Here, the dissolution test was performed by immersing in 1% lactic acid at 310 K for 30 days using a 20 ml polyethylene container.
The elution amount of metal (Ti) was measured using a CP spectrometer.
In the tensile test, the test piece was pulled at a pulling speed of 1 mm / min, and the tensile strength and elongation were determined. The result is Ti-6A
Table 1 in comparison with 1-4V, Ti-6Al-7Nb
Are also shown.

[0022]

[Table 1]

As can be seen from the results in Table 1, Ti-6Al-7Nb in which V was substituted by Nb (Comparative Example of No. 11) was replaced by Ti-6Al-4V (Comparative Example of No. 12). An alloy in which the amount of elution of Ti is reduced as compared to the above, and an alloy using Ta instead of V and Nb as an alloy element (Comparative Example of No. 1)
In the case of, the elution amount of Ti is further reduced as compared with Ti-6Al-7Nb.
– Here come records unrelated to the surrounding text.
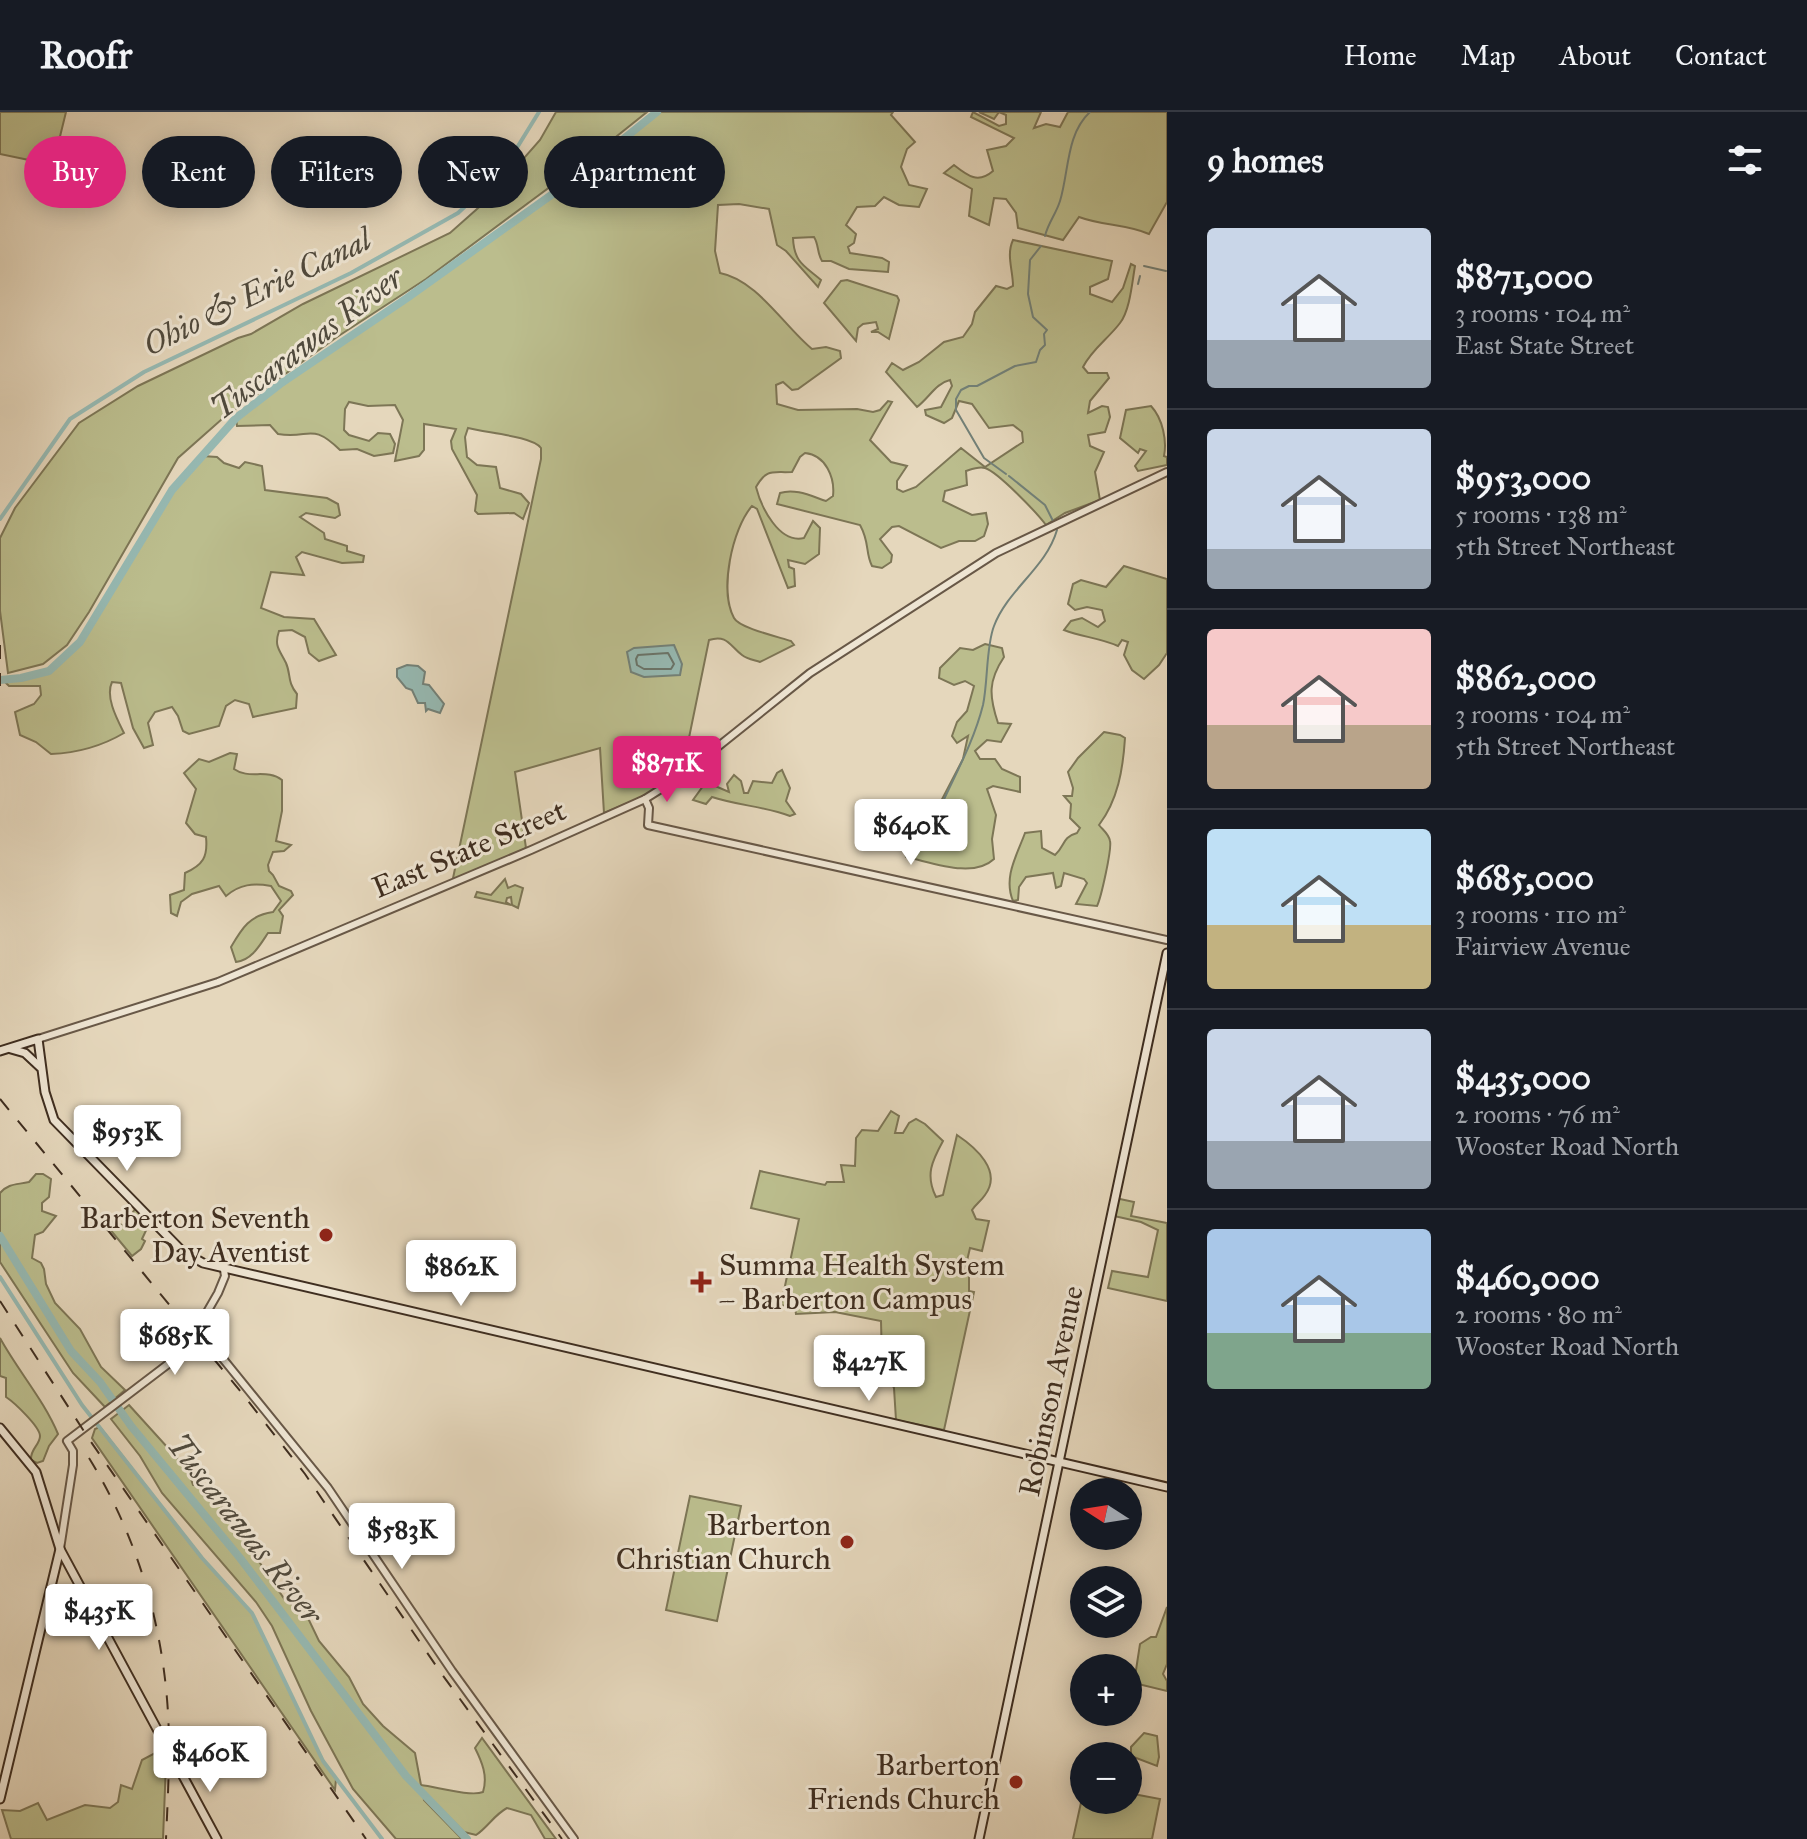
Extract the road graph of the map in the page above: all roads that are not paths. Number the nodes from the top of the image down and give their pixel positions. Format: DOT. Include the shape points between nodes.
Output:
graph roads {
  1 [pos="1167,472"];
  2 [pos="645,799"];
  3 [pos="1167,940"];
  4 [pos="1167,953"];
  5 [pos="38,1039"];
  6 [pos="4,1050"];
  7 [pos="41,1068"];
  8 [pos="224,1270"];
  9 [pos="198,1328"];
  10 [pos="0,1428"];
  11 [pos="1060,1463"];
  12 [pos="1167,1487"];
  13 [pos="60,1549"];
  14 [pos="0,1799"];
  15 [pos="217,1839"];
  16 [pos="574,1839"];
  17 [pos="979,1839"];
  1 -- 2 [label="street, East State Street" via="996,553 810,673"];
  2 -- 3 [label="street" via="648,825"];
  2 -- 5 [label="street, East State Street" via="218,982"];
  4 -- 11 [label="main road, Robinson Avenue"];
  5 -- 6 [label="main road, East State Street"];
  5 -- 7 [label="main road"];
  6 -- 7 [label="main road" via="25,1053"];
  7 -- 8 [label="main road" via="47,1104 62,1130 182,1251"];
  8 -- 9 [label="street" via="221,1287"];
  8 -- 11 [label="main road"];
  9 -- 13 [label="street" via="184,1352 67,1441 73,1465"];
  9 -- 16 [label="street" via="328,1488"];
  10 -- 13 [label="main road" via="36,1472"];
  11 -- 12 [label="main road"];
  11 -- 17 [label="main road, Robinson Avenue"];
  13 -- 14 [label="main road"];
  13 -- 15 [label="main road, bridge"];
}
On the other hand, in the case of the Ti alloy of the present invention containing various reinforcing elements, the elution amount of Ti is Ti-Al-
While maintaining almost the same level as the Ta alloy, the tensile strength is T
It is even higher than i-Al-Ta alloy and Ti-Al-Nb alloy, and in particular, those of No. 7, No. 8, No. 9, and No. 10 have almost the same level as Ti-6Al-4V. Or more.

The elongation of Ti-6Al-7Nb
, And shows higher elongation than the Ti-6Al-4V alloy, and has excellent ductility.

From these results, it can be seen that the Ti alloy of the present invention is excellent as a biomaterial. Although the embodiment of the present invention has been described in detail above, this is merely an example, and the present invention can be implemented in various modified forms without departing from the gist of the invention.

Claims (1)

[Claims] (1) Al: 4.0 to 7.0% by weight Ta: 8.0 to 18.0% by weight, and (Nb + Mo), (Zr + Sn), S
One or more of i, O and (N + C) are Nb + Mo: ≦ 1.0% Zr + Sn: ≦ 1.0% Si: ≦ 0.2% O: ≦ 0.2% N + C: ≦ 0.1% A titanium alloy for living body having excellent resistance to dissolution in a living body, characterized in that it is contained in the range of (1) and the balance is substantially composed of Ti.